# more elephant ivory - just for Roy!!



## terryf (Apr 23, 2011)

Two Sierras I turned with smaller off cuts. Nice pattern to the blank.
The one I turned a bit on the fat side for bigger hands.

Thanks for looking Roy :biggrin::biggrin: and all others that took the time


----------



## maxman400 (Apr 23, 2011)

They came out Nice.


----------



## wiset1 (Apr 23, 2011)

Excellent looking!  Terry, your pens are true works of art and look great


----------



## skiprat (Apr 23, 2011)

Cool !!  The top one, with the black hardware was always going to look classy because of the classic colour combo, but I'm also impressed with the Ti colour combination. I wouldn't have thought it would work, but it obviously does. Not a big fan of the boerewors shape though:tongue: ( actually had some on the braai yesterday :biggrin: )


----------



## BRobbins629 (Apr 23, 2011)

Nice stuff Terry.


----------



## wizard (Apr 23, 2011)

You did it again! Great job! Both versions look good! Turning it all the way down seems like a waste of ivory..I like the way you turned it. Shows more of the ivory. You are truly torturing Roy! Doc


----------



## OKLAHOMAN (Apr 23, 2011)

*Mommy, the man from South Africa is teasing me, make him stop!*​


----------



## bobjackson (Apr 23, 2011)

Both nice pens. Great job.


----------



## terryf (Apr 23, 2011)

Thanks for the compliments guys!

Sorry Roy but I couldnt resist - do you want to see the others???

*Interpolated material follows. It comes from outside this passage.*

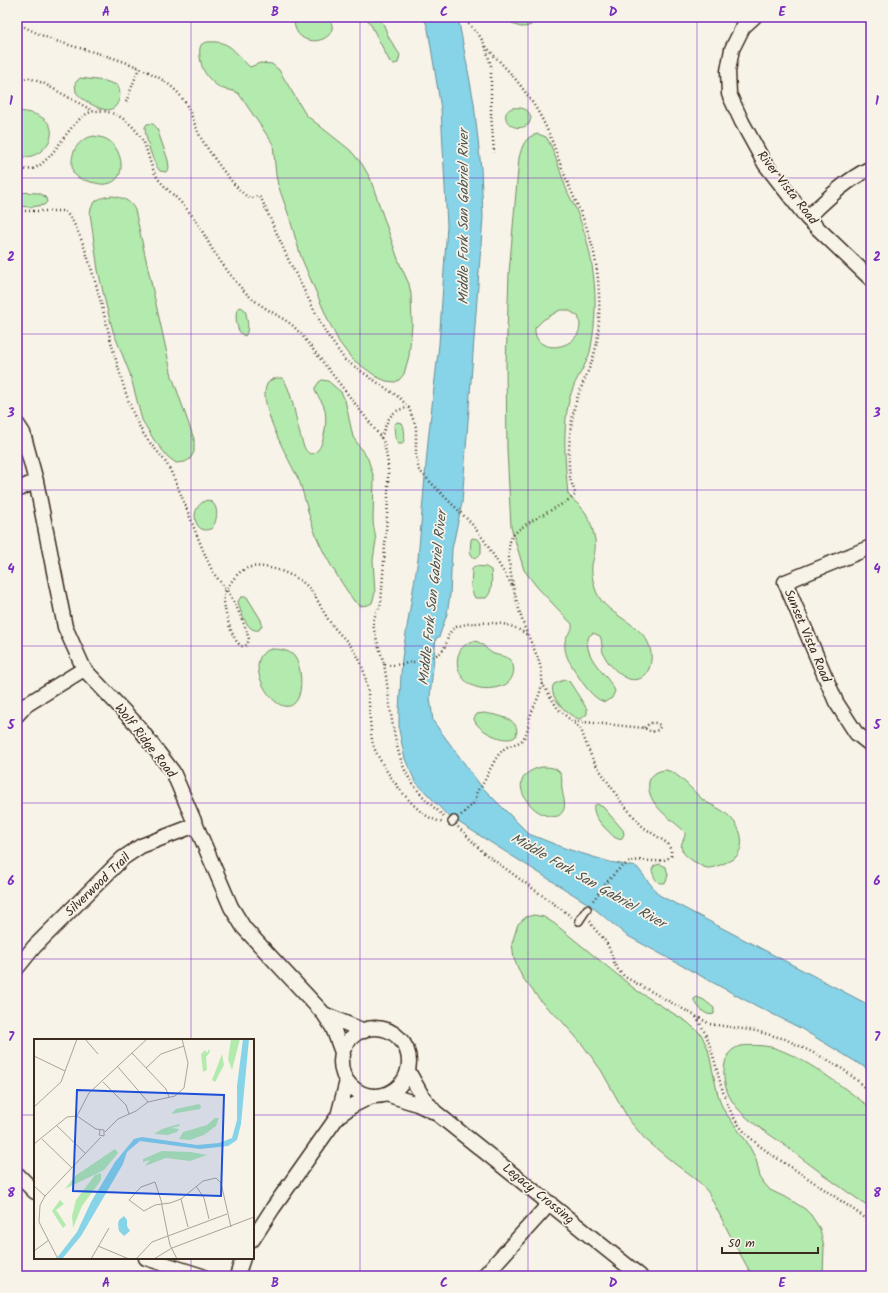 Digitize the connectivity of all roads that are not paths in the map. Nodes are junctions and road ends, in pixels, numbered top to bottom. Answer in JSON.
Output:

Skip, the boerwors shape is for the tannies with the fingers so thick they press once on their BB's and type qwerty 
Glad you can get boerewors over there!!


----------



## Jim in Oakville (Apr 23, 2011)

Is this REAL elephant Ivory?


----------



## Russell Eaton (Apr 23, 2011)

Very cool pen. I was wondering if it has a odd smell when it is turned? Thanks for showing.  Russell


----------



## OKLAHOMAN (Apr 23, 2011)

terryf said:


> Thanks for the compliments guys!
> 
> *Sorry Roy but I couldnt resist - do you want to see the others???*
> 
> *See, Mommy I told you and he's doing it again.*


----------



## drgoretex (Apr 23, 2011)

Nice perk to live in SA.  Beautiful pens there..

Ken


----------



## Jim in Oakville (Apr 23, 2011)

Elephant ivory comes from an elephant...still shaking my head that anyone thinks this okay.....am I missing something here?


----------



## OKLAHOMAN (Apr 24, 2011)

Jim as has been stated many times here in the US any Ivory imported after 1989 is not legal, in countries like South Africa it is legally harvested from Elephants that die of natural causes... Is pouching still done, I'm sure it is but don't lump the legally obtained ivory with pouches as most pouched ivory goes to China.


----------



## terryf (Apr 24, 2011)

OKLAHOMAN said:


> Jim as has been stated many times here in the US any Ivory imported after 1989 is not legal, in countries like South Africa it is legally harvested from Elephants that die of natural causes... Is pouching still done, I'm sure it is but don't lump the legally obtained ivory with pouches as most pouched ivory goes to China.


 
Thanks for jumping in here Roy 

Actually Jim, the legal sale of harvested ivory supports *anti poaching* and other "green" initiatives. 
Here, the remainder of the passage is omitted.